Vet Program Glad to Have Jedd Back, Thankful for Hungerford’s Work

Vet science teacher Jennifer Jedd is back at Nonnewaug after giving birth to her son, Jacob.

Woodbury FFA

Vet science teacher Jennifer Jedd is back at Nonnewaug after giving birth to her son, Jacob.

Emma DeFrancesco and Emma Jones

WOODBURY – A friendly face has made her grand return to Nonnewaug High School.

With her baby and a new sheep — both of whom are both named Jacob — arriving in her absence, Jennifer Jedd is ready to reinstall her veterinary expertise to the agriscience program.

“Although the early mornings are not fun, I missed being here with my students and being in a routine,” Jedd said. “It has been the smoothest transition back to work I could have hoped for.”

During Jedd’s maternity leave, former Nonnewaug ag student Jesse Hungerford took over as a long-term sub.
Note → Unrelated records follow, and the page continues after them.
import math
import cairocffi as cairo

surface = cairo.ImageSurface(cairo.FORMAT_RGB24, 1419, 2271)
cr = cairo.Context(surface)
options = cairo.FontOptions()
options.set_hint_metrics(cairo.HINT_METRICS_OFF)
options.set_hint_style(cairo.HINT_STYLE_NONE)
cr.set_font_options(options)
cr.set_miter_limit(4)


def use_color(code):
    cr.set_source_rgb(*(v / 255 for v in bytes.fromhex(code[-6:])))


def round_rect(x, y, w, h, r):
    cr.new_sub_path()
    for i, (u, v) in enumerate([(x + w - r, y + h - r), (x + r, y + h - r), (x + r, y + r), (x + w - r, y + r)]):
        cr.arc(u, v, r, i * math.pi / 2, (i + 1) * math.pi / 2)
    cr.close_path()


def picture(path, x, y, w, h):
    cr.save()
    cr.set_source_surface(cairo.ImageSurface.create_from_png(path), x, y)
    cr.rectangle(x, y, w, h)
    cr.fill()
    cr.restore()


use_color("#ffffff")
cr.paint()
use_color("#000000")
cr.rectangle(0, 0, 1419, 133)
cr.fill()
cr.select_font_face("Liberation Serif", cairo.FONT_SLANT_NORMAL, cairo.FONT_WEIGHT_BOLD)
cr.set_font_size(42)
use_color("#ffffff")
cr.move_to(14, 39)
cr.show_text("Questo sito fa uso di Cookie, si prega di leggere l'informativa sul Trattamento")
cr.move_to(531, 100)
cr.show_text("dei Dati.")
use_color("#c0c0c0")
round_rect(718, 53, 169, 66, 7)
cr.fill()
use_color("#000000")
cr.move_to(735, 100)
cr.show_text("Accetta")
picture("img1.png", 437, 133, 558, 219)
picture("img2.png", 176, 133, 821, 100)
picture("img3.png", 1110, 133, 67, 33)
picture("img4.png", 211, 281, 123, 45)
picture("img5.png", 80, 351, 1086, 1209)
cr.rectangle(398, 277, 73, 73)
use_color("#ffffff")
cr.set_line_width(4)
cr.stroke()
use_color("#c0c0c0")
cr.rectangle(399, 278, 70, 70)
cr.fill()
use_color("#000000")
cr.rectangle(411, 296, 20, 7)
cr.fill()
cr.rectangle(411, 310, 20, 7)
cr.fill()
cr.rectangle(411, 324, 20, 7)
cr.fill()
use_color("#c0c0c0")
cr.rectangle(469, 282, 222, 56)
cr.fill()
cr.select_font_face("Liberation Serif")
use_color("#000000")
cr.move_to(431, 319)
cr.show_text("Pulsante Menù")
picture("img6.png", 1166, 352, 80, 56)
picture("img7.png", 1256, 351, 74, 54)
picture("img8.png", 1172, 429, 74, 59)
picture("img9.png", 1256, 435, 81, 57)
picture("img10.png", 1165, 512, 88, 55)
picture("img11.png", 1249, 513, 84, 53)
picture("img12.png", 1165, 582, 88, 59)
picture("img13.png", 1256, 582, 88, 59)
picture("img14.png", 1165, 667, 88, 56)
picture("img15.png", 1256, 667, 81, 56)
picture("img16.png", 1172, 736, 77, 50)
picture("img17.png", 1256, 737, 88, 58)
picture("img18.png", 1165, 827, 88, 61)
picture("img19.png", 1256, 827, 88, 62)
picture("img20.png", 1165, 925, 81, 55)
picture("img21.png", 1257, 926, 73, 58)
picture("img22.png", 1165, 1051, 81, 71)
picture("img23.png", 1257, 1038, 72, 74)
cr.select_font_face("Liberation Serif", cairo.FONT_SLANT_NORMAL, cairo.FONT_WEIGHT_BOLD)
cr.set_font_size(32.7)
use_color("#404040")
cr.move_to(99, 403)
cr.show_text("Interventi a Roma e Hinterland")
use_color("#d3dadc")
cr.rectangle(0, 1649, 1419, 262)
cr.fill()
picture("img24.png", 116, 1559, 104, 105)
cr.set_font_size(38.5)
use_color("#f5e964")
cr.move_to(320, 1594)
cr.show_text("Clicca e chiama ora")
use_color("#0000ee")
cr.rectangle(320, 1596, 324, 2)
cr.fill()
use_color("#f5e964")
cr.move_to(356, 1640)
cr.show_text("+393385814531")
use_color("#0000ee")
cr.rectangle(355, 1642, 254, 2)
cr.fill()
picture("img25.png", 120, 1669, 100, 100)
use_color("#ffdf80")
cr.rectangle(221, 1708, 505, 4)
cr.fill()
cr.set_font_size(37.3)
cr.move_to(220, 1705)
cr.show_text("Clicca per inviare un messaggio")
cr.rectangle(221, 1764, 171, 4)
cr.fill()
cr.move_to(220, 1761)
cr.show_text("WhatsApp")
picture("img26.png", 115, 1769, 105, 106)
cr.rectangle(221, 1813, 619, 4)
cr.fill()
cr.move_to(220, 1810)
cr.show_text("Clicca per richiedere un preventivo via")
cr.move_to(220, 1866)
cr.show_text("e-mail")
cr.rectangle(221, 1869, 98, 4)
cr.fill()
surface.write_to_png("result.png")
“Finding a substitute who is knowledgeable about animals and can stay for a long period of time is incredibly difficult,” Jedd remarked. “Ms. Hungerford had gone through the program here herself, so that was a huge benefit to the other teachers in the department since she already had a good idea of the expectations of the program.”

Hungerford was hesitant at first to step up for the job, but ended up enjoying her time as a teacher.

“I honestly wasn’t sure it would be the best fit for me; however, as we started moving through material I found I really enjoyed creating lessons, designing lab activities, and coming up with ways to make real hands-on experiences for students,” Hungerford remarked.

Jennifer Jedd poses with one of the reptiles that reside in the small animal lab. (Emma DeFrancesco)

Jedd is grateful for all of Hungerford’s assistance in the difficult field of veterinary science. Hungerford is now in a similar long-term sub position at Shepaug.

“Ms. Hungerford brought in a lot of her own expertise and added some great labs and ideas,” Jedd concluded. “We were lucky to have her around.”

As Hungerford departed, she reflected on her past years as a student in the vet science program here at Nonnewaug and connected it to her teaching skills.

“I frequently thought back to when I was a student in the program,” Hungerford said. “I even added a few of those experiences to the classes I substituted for, as I knew current students would most likely enjoy the activities as much as I did.”

Maddie Orosz, a senior, has especially enjoyed her time in vet class with both Hungerford and Jedd.

“Ms. Hungerford helped us get back in the groove; she didn’t skip a beat,” Orosz said. “She came right in and started teaching us and kept us up with the curriculum. We actually got ahead.”

Although Hungerford made a lasting impression, the students were looking forward to Jedd’s return.

“Personally, I am looking forward to her jokes; I think Ms. Jedd’s hilarious,” Orosz said. 

Overall, students have a positive outlook on the future of their veterinary science class.

“Having her back really gives us a sense of comfort again,” Orosz concluded. “She’s here, she didn’t skip a beat, and she does a really great job teaching us.”